1/2 cup salt
1/4 cup brown sugar
8 cups cold water
1 center cut, boneless pork loin (3 to 3.5 lb)
3 Tbsp vegetable oil
4 slices bacon cut into 1-inch pieces
1 Tbsp apricot preserves
2 tsp finally chopped fresh garlic
1 Tbsp chopped fresh rosemary
1.5 cups fresh bread crumbs
3 Tbsp chopped fresh parley
3 Tbsp melted butter
- For brine, in large bowl dissolve salt and sugar in 8 cups cold water. Transfer pork to brine, making sure it is fully submerged, cover and refrigerate overnight, or up to 2 days
- Remove loin from brine and blot dry with paper towels. In a nonstick skillet heat oil then brown roast on all sides, about 10 minutes.
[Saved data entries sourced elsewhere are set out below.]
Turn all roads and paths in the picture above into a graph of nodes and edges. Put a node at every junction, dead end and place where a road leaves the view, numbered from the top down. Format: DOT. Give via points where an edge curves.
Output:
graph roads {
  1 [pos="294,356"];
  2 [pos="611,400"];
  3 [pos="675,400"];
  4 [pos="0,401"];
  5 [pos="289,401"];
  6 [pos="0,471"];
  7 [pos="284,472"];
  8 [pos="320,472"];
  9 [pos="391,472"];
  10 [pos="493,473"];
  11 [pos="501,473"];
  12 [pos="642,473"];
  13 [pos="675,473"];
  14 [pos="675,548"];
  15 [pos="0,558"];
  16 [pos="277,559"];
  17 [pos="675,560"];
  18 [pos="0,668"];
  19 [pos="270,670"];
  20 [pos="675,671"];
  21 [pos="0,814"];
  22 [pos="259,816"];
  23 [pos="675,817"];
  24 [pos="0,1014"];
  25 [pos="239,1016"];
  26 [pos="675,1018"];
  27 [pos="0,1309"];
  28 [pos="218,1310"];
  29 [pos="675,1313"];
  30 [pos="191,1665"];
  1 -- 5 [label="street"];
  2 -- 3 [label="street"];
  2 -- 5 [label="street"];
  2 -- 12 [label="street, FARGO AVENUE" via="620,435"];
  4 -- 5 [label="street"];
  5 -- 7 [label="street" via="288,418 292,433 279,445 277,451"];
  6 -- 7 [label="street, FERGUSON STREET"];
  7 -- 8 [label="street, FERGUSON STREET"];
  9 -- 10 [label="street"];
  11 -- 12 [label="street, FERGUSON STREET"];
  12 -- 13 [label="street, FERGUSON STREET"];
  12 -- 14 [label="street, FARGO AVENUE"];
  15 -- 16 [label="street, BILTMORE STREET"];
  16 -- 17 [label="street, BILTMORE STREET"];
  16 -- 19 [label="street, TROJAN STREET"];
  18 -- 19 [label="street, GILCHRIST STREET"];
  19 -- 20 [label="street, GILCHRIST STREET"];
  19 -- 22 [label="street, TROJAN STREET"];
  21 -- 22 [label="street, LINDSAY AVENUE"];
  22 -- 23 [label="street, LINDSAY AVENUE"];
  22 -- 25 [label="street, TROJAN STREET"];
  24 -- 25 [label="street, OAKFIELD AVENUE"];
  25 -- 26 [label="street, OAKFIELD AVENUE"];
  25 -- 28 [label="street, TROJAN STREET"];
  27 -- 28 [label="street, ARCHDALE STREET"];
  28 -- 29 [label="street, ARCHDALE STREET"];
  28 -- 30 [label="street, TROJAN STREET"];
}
Set aside for 5 to 30 minutes to cool slightly
- In food processor puree uncooked bacon to a smooth paste. Transfer half the bacon to bowl. Stir in apricot preserves, chopped garlic, and 2 tsp of the chopped rosemary
- Place cooled pork loin on waxed paper. Spread thinly with bacon mixture. In separate bowl mix bread crumbs, remaining rosemary, parsley, melted butter, and 1/2 tsp each salt and black pepper. Toss well to mix. Press crumb mixture onto roast (except ends), applying enough pressure for the crumbs to adhere
- Position over rack in lowest position; preheat oven to 425 degrees. Transfer roast to wire rack in foil-lined baking dish. Roast for 45 minutes or until a thermometer registers 145 degrees. (If crust begins to brown too deeply, tent with foil). Remove roast from oven, tent with foil, and allow to rest for 15 minutes in warm place.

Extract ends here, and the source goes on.